Re: what I learned from today's discussion of delimiters from Bethan Tovey-Walsh on 2022-01-27 (public-ixml@w3.org from January 2022)

From: Bethan Tovey-Walsh <accounts@bethan.wales>
Date: Thu, 27 Jan 2022 16:55:03 +0000
To: ixml <public-ixml@w3.org>
Message-Id: <393629EB-AC38-4816-BD62-3C7008A69344@bethan.wales>
Sorry, more from me - I had an epiphany. It may be nonsense.

What if we think of both pragma delimiters and comment delimiters as notifications to the processor? The content of the pragma is addressed to a processor, whereas the content of the comment is addressed to a human. But the *delimiters* in both cases are addressed to the processor, instructing it either a) to ignore a comment, or b) to behave as appropriate for a pragma (which may mean ignoring it, or doing something with it).

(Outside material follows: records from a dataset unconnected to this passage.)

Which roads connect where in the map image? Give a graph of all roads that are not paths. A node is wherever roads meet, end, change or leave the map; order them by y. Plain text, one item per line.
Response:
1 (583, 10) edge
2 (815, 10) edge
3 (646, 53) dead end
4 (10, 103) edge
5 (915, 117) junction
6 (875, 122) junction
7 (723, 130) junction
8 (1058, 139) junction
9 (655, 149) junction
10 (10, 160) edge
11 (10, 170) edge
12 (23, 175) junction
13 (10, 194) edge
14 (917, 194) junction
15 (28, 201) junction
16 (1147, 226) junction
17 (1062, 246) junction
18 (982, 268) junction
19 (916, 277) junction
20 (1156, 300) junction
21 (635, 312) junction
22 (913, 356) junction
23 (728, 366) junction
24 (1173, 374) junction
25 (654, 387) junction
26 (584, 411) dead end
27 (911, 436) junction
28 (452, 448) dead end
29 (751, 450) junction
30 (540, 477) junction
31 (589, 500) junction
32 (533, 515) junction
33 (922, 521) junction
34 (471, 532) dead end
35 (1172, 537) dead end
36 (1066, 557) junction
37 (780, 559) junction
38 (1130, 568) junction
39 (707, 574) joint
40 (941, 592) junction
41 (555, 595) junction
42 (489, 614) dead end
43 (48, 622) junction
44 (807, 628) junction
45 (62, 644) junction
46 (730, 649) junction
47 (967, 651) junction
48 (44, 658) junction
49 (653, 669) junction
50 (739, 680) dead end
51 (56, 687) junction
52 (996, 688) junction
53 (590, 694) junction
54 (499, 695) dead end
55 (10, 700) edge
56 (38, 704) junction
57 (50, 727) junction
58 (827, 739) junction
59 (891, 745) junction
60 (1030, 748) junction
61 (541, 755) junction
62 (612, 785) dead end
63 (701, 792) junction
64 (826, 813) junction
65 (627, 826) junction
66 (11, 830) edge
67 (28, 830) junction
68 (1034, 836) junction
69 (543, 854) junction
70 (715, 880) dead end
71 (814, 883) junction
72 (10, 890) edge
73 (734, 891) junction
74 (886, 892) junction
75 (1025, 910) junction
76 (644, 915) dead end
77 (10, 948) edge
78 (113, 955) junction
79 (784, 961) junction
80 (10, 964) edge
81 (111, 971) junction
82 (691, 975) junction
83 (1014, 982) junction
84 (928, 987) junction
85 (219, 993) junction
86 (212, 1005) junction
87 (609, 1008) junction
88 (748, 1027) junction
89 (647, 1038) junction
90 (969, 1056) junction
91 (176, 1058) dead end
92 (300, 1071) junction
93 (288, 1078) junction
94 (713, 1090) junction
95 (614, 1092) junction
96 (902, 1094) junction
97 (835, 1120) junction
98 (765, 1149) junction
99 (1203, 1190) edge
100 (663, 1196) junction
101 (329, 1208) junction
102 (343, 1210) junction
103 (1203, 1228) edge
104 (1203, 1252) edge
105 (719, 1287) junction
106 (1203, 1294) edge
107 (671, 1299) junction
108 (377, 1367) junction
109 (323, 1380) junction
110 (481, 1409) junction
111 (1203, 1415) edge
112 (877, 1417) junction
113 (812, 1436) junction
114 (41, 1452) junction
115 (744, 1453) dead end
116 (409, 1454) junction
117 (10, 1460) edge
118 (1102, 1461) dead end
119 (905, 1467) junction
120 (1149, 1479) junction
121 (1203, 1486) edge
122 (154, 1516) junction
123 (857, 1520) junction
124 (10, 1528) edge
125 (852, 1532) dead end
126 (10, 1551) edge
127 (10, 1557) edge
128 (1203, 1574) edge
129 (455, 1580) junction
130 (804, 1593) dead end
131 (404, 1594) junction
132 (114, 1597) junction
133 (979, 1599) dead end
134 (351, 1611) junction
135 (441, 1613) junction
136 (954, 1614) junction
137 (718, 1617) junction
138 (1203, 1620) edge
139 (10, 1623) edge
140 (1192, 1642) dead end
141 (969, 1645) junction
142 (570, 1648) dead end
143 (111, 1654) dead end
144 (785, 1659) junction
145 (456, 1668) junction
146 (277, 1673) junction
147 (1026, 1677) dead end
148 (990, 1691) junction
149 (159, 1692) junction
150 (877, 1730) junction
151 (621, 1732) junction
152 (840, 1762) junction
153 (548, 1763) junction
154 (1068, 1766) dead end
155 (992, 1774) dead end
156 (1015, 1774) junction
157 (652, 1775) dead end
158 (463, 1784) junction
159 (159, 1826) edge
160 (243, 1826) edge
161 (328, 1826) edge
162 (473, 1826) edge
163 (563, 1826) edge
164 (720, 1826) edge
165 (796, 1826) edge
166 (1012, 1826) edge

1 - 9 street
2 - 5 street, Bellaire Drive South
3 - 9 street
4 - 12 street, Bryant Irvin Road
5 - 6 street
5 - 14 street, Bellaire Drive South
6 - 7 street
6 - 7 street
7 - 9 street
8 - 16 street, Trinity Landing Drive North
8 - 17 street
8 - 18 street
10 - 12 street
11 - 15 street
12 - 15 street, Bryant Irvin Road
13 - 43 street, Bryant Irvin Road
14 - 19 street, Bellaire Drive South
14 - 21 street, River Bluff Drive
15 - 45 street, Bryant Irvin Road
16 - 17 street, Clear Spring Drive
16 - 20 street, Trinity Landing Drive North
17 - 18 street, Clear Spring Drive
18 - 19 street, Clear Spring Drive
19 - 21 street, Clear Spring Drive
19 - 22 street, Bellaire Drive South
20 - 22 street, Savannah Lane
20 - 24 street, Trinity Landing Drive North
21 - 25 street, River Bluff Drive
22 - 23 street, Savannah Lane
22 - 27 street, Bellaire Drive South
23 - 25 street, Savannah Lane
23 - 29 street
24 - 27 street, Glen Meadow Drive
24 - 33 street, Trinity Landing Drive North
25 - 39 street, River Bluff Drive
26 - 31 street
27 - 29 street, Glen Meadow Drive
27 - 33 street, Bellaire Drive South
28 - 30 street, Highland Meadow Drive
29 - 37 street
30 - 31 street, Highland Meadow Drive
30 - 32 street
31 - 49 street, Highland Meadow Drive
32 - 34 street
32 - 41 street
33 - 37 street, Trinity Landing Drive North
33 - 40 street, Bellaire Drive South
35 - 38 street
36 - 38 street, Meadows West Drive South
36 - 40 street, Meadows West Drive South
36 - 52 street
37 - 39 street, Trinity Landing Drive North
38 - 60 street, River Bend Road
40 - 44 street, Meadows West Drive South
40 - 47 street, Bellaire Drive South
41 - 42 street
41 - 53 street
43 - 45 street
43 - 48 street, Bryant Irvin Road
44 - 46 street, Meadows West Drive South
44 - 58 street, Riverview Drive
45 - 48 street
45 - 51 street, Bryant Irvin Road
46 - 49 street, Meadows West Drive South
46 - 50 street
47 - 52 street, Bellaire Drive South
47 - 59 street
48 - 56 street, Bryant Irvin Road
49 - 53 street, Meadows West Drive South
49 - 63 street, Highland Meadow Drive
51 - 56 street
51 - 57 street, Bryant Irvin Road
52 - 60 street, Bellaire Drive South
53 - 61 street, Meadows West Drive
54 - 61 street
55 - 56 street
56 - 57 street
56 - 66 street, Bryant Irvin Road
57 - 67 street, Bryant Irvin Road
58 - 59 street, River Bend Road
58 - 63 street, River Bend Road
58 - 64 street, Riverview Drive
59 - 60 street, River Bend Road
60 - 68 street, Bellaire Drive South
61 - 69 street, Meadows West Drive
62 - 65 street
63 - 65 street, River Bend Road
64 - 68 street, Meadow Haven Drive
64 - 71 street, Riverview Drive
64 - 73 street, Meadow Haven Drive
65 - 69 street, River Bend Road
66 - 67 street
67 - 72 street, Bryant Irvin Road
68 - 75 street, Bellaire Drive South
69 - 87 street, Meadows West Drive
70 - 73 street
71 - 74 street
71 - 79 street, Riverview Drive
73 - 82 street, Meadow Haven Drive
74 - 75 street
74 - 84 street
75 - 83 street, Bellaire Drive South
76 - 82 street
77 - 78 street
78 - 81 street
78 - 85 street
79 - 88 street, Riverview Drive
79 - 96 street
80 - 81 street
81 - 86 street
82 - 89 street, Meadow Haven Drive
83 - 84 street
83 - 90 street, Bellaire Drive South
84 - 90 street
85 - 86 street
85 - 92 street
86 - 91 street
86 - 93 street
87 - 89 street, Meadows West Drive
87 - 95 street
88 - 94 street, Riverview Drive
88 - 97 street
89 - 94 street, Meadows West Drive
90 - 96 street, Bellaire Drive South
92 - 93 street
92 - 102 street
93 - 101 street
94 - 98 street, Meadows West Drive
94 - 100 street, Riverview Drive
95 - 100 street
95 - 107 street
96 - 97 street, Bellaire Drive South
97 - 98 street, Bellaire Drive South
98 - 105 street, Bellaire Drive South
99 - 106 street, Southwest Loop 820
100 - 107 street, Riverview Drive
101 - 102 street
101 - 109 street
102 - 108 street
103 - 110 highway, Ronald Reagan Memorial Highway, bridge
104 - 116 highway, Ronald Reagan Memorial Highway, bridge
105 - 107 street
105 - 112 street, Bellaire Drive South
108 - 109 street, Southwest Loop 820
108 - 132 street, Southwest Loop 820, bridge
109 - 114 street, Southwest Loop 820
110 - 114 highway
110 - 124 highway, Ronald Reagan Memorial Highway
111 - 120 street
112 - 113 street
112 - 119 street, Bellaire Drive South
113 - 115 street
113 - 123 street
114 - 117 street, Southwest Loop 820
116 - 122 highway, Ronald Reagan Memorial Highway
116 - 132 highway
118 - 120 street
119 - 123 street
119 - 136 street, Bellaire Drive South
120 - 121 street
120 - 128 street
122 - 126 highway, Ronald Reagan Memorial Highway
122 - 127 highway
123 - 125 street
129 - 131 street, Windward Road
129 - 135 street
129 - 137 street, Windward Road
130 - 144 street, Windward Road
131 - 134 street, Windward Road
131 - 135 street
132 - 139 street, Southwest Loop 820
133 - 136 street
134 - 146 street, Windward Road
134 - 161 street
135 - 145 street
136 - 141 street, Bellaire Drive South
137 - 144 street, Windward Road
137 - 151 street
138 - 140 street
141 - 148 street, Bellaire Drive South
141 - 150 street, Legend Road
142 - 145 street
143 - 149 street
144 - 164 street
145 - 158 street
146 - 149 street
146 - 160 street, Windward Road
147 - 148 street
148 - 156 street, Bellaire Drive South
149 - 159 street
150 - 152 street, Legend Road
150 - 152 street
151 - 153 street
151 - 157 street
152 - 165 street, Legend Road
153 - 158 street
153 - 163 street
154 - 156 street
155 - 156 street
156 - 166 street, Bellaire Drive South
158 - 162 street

If we can accept this, it makes sense to have a basic delimiter meaning “hello processor, this is not a bit of code for you to process as normal”, and one of the following:

a) an extra delimiter saying “this one’s a pragma, don’t ignore it (yet)”;
b) an extra delimiter saying “this one’s a comment, ignore it”;
c) both of the above.

I’d vote for b). If we require an extra delimiter for comments, we limit the possibility of the kind of error I described previously: a typo on the comment delimiter will mean the processor will try to process it as a pragma, and either a) ignore it as a “pragma I can’t process”, or b) raise an error for a badly formed pragma, allowing the author to notice their syntactic error in writing the comment and fix it.

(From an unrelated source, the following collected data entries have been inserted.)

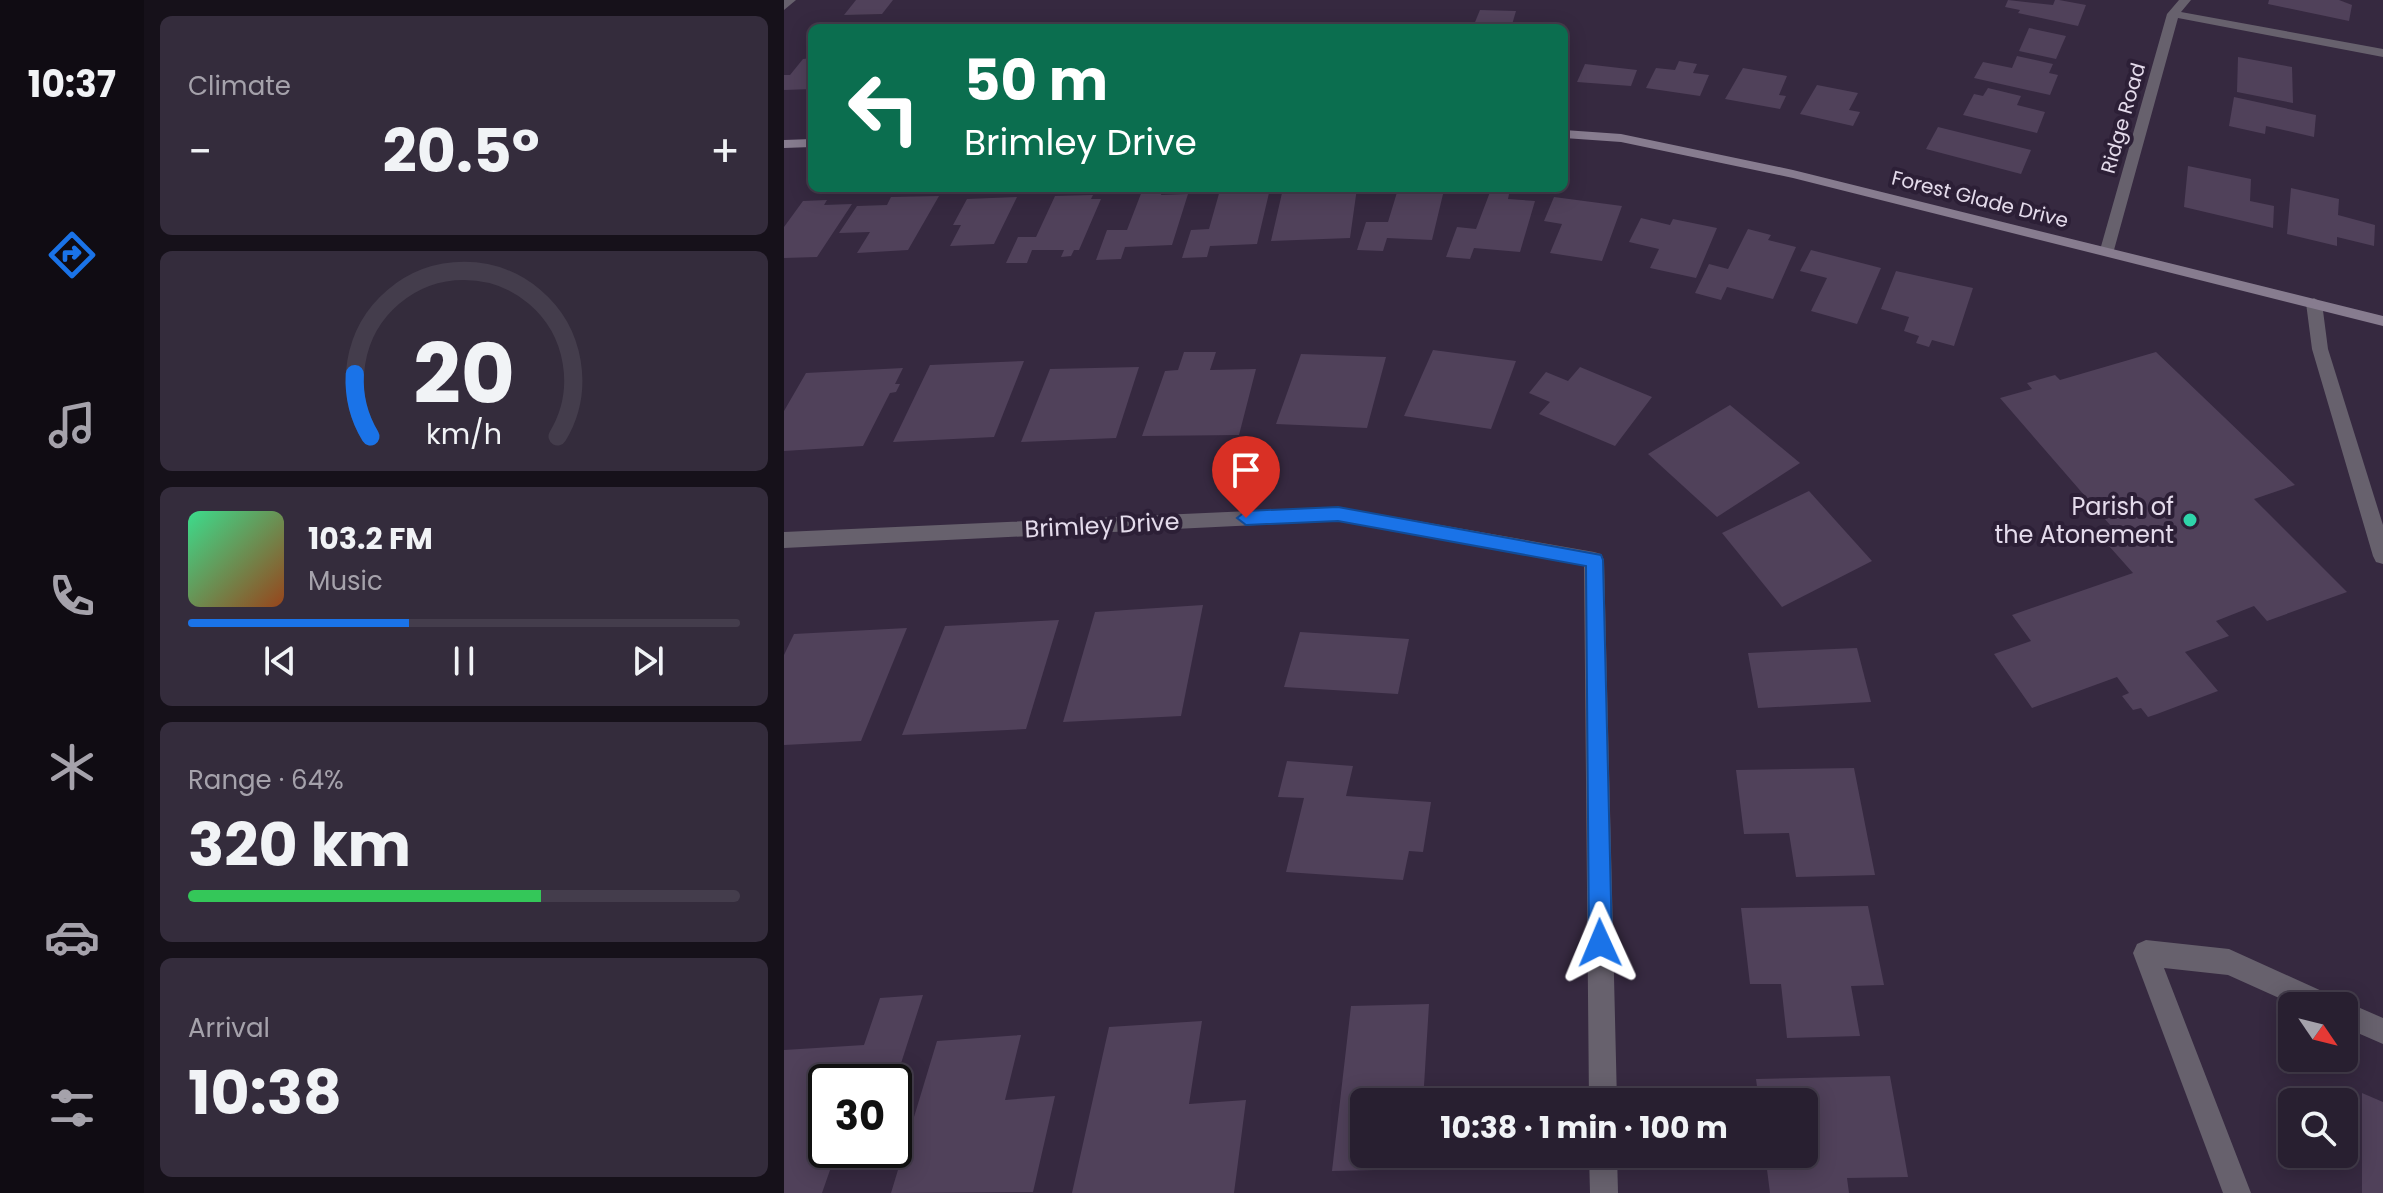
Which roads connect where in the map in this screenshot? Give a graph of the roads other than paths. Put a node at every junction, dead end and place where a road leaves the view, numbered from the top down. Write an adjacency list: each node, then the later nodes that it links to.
1 (790, 0): 3 (street)
2 (2185, 0): 4 (street, Ridge Road)
3 (784, 7)
4 (2173, 14): 5 (street); 9 (street, Ridge Road)
5 (2383, 53)
6 (1568, 134): 9 (street, Forest Glade Drive)
7 (808, 143): 8 (street)
8 (784, 144)
9 (2107, 250): 10 (street, Forest Glade Drive)
10 (2314, 303): 11 (street, Forest Glade Drive); 13 (street)
11 (2383, 321)
12 (784, 540): 17 (street, Brimley Drive)
13 (2383, 556)
14 (2295, 992): 20 (street)
15 (2358, 1020): 16 (street)
16 (2383, 1031)
17 (1603, 1088)
18 (1603, 1168): 19 (street)
19 (1604, 1193)
20 (2237, 1193)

Semantically, we could think of it as a sequence of:

- general delimiter, addressed to the processor
- comment delimiter, instructing the processor that what follows is a comment
- comment
- comment end delimiter(?)
- general end delimiter

This makes sense to me: as Michael noted earlier, pragmas can be all kinds of things; but comments are always just comments (as far as a processor is concerned). We always want the same behaviour when it comes to comments, but not necessarily when it comes to pragmas. So the general delimiter plus extra delimiter says “hey processor, this is not a normal bit of code; however, it’s a thing that you can safely ignore, regardless of circumstances”.

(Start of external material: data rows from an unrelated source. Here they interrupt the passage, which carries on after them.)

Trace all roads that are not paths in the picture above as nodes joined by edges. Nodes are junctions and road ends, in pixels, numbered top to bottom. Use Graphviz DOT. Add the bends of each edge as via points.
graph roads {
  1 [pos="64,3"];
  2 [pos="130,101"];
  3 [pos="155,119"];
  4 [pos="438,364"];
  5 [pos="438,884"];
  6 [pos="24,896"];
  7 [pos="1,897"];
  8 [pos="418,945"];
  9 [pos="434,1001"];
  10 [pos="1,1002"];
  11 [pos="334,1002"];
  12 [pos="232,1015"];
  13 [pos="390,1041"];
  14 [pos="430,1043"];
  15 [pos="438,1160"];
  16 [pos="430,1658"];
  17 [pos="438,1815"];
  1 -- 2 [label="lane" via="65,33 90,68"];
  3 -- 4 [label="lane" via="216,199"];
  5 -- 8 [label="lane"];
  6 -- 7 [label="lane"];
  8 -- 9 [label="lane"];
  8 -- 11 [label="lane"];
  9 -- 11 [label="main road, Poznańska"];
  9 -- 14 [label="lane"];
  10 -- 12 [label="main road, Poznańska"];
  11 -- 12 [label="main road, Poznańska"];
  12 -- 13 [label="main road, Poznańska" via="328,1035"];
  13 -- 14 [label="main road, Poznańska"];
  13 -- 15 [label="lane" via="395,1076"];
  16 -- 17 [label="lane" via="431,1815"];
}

I know this seems like a 180 from my previous position, but I don’t believe it is. I still think that pragmas and comments are different things; but I no longer think that the *delimiters* are part of what makes them different. In fact, I’m not sure that the delimiters form part of a pragma/comment at all.

BTW
____________________________ 
Dr. Bethan Tovey-Walsh 
Myfyrwraig PhD | PhD Student CorCenCC 
Prifysgol Abertawe | Swansea University 
Croeso i chi ysgrifennu ataf yn y Gymraeg.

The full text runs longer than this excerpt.